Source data
>>>>>

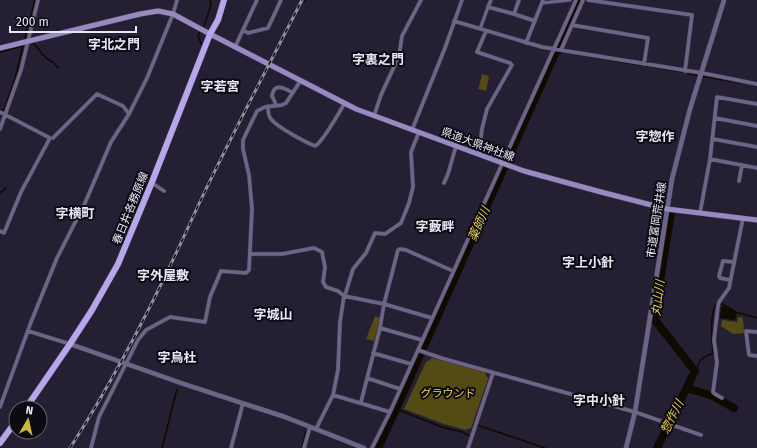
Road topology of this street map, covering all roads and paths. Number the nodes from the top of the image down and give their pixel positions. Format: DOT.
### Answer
graph roads {
  1 [pos="38,0"];
  2 [pos="177,0"];
  3 [pos="224,0"];
  4 [pos="257,0"];
  5 [pos="281,0"];
  6 [pos="421,0"];
  7 [pos="462,0"];
  8 [pos="491,0"];
  9 [pos="519,0"];
  10 [pos="570,0"];
  11 [pos="576,0"];
  12 [pos="583,0"];
  13 [pos="588,0"];
  14 [pos="724,0"];
  15 [pos="543,2"];
  16 [pos="488,7"];
  17 [pos="173,14"];
  18 [pos="514,14"];
  19 [pos="535,21"];
  20 [pos="454,22"];
  21 [pos="572,25"];
  22 [pos="480,29"];
  23 [pos="243,30"];
  24 [pos="486,31"];
  25 [pos="210,34"];
  26 [pos="27,41"];
  27 [pos="526,43"];
  28 [pos="235,46"];
  29 [pos="0,48"];
  30 [pos="553,50"];
  31 [pos="561,50"];
  32 [pos="644,64"];
  33 [pos="685,71"];
  34 [pos="702,73"];
  35 [pos="301,80"];
  36 [pos="757,84"];
  37 [pos="293,93"];
  38 [pos="345,103"];
  39 [pos="757,104"];
  40 [pos="268,106"];
  41 [pos="275,106"];
  42 [pos="0,112"];
  43 [pos="129,114"];
  44 [pos="6,115"];
  45 [pos="374,116"];
  46 [pos="715,118"];
  47 [pos="757,126"];
  48 [pos="0,129"];
  49 [pos="412,130"];
  50 [pos="419,132"];
  51 [pos="53,138"];
  52 [pos="713,139"];
  53 [pos="456,146"];
  54 [pos="757,147"];
  55 [pos="479,154"];
  56 [pos="710,159"];
  57 [pos="502,163"];
  58 [pos="742,165"];
  59 [pos="757,168"];
  60 [pos="739,181"];
  61 [pos="152,183"];
  62 [pos="444,183"];
  63 [pos="164,191"];
  64 [pos="667,209"];
  65 [pos="700,213"];
  66 [pos="743,218"];
  67 [pos="757,220"];
  68 [pos="0,231"];
  69 [pos="251,254"];
  70 [pos="734,262"];
  71 [pos="453,271"];
  72 [pos="730,280"];
  73 [pos="344,296"];
  74 [pos="384,304"];
  75 [pos="432,318"];
  76 [pos="380,328"];
  77 [pos="28,331"];
  78 [pos="757,332"];
  79 [pos="422,340"];
  80 [pos="70,344"];
  81 [pos="419,350"];
  82 [pos="373,353"];
  83 [pos="757,356"];
  84 [pos="126,364"];
  85 [pos="411,364"];
  86 [pos="493,373"];
  87 [pos="367,378"];
  88 [pos="400,389"];
  89 [pos="333,395"];
  90 [pos="722,398"];
  91 [pos="32,400"];
  92 [pos="361,402"];
  93 [pos="242,403"];
  94 [pos="0,404"];
  95 [pos="390,412"];
  96 [pos="635,412"];
  97 [pos="310,427"];
  98 [pos="316,429"];
  99 [pos="8,432"];
  100 [pos="701,434"];
  101 [pos="0,443"];
  102 [pos="91,448"];
  103 [pos="231,448"];
  104 [pos="304,448"];
  105 [pos="364,448"];
  106 [pos="372,448"];
  107 [pos="468,448"];
  108 [pos="626,448"];
  1 -- 26 [label="street"];
  2 -- 17 [label="street"];
  3 -- 25 [label="main road, 春日井各務原線"];
  4 -- 23 [label="street"];
  5 -- 23 [label="street"];
  6 -- 45 [label="street"];
  7 -- 20 [label="street"];
  8 -- 16 [label="street"];
  9 -- 18 [label="street"];
  10 -- 15 [label="street"];
  11 -- 30 [label="street"];
  12 -- 21 [label="street"];
  13 -- 33 [label="street"];
  14 -- 34 [label="street, 市道富岡荒井線"];
  15 -- 19 [label="street"];
  16 -- 18 [label="street"];
  16 -- 22 [label="street"];
  17 -- 25 [label="main road, 県道大県神社線"];
  17 -- 26 [label="main road"];
  17 -- 43 [label="street"];
  18 -- 19 [label="street"];
  19 -- 27 [label="street"];
  20 -- 22 [label="street"];
  20 -- 49 [label="street"];
  21 -- 31 [label="street"];
  21 -- 32 [label="street"];
  22 -- 24 [label="street"];
  23 -- 28 [label="street"];
  24 -- 27 [label="street"];
  24 -- 55 [label="street"];
  25 -- 28 [label="main road, 県道大県神社線"];
  25 -- 61 [label="main road, 春日井各務原線"];
  26 -- 29 [label="main road"];
  26 -- 44 [label="street"];
  27 -- 30 [label="street"];
  28 -- 35 [label="main road, 県道大県神社線"];
  30 -- 31 [label="street"];
  30 -- 57 [label="street"];
  31 -- 32 [label="street"];
  32 -- 33 [label="street"];
  33 -- 34 [label="street"];
  34 -- 36 [label="street"];
  34 -- 64 [label="street, 市道富岡荒井線"];
  35 -- 37 [label="street"];
  35 -- 38 [label="main road, 県道大県神社線"];
  37 -- 41 [label="street"];
  37 -- 41 [label="street"];
  38 -- 40 [label="street"];
  38 -- 45 [label="main road, 県道大県神社線"];
  39 -- 46 [label="street"];
  40 -- 41 [label="street"];
  40 -- 69 [label="street"];
  42 -- 44 [label="street"];
  43 -- 51 [label="street"];
  43 -- 77 [label="street"];
  44 -- 48 [label="street"];
  44 -- 68 [label="street"];
  45 -- 49 [label="main road, 県道大県神社線"];
  46 -- 47 [label="street"];
  46 -- 52 [label="street"];
  49 -- 50 [label="main road, 県道大県神社線"];
  50 -- 53 [label="main road, 県道大県神社線"];
  50 -- 73 [label="street"];
  52 -- 54 [label="street"];
  52 -- 56 [label="street"];
  53 -- 55 [label="main road, 県道大県神社線"];
  53 -- 62 [label="street"];
  55 -- 57 [label="main road, 県道大県神社線"];
  56 -- 58 [label="street"];
  56 -- 65 [label="street"];
  57 -- 64 [label="main road, 県道大県神社線"];
  57 -- 71 [label="street"];
  58 -- 59 [label="street"];
  58 -- 60 [label="street"];
  61 -- 63 [label="street"];
  61 -- 80 [label="main road, 春日井各務原線"];
  64 -- 65 [label="main road, 県道大県神社線"];
  64 -- 96 [label="street, 市道富岡荒井線"];
  65 -- 66 [label="main road, 県道大県神社線"];
  66 -- 67 [label="main road, 県道大県神社線"];
  66 -- 70 [label="street"];
  69 -- 73 [label="street"];
  69 -- 84 [label="street"];
  70 -- 72 [label="street"];
  70 -- 72 [label="street"];
  71 -- 74 [label="street"];
  71 -- 75 [label="street"];
  72 -- 90 [label="street"];
  73 -- 74 [label="street"];
  73 -- 89 [label="street"];
  74 -- 75 [label="street"];
  74 -- 76 [label="street"];
  75 -- 79 [label="street"];
  76 -- 79 [label="street"];
  76 -- 82 [label="street"];
  77 -- 80 [label="street"];
  77 -- 94 [label="street"];
  78 -- 83 [label="street"];
  79 -- 81 [label="street"];
  80 -- 84 [label="street"];
  80 -- 91 [label="main road, 春日井各務原線"];
  81 -- 85 [label="street"];
  81 -- 86 [label="street"];
  82 -- 85 [label="street"];
  82 -- 87 [label="street"];
  84 -- 93 [label="street"];
  84 -- 102 [label="street"];
  85 -- 88 [label="street"];
  86 -- 96 [label="street"];
  86 -- 107 [label="street"];
  87 -- 88 [label="street"];
  87 -- 92 [label="street"];
  88 -- 95 [label="street"];
  89 -- 92 [label="street"];
  89 -- 98 [label="street"];
  92 -- 95 [label="street"];
  93 -- 97 [label="street"];
  93 -- 103 [label="street"];
  95 -- 106 [label="street"];
  96 -- 100 [label="street"];
  96 -- 108 [label="street, 市道富岡荒井線"];
  97 -- 98 [label="street"];
  97 -- 104 [label="street"];
  98 -- 105 [label="street"];
  99 -- 101 [label="main road"];
}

<<<<<

* Your instructions: Say how many of the lines above include the word "roads", giving the figure alone.

* Solution for this exercise: 2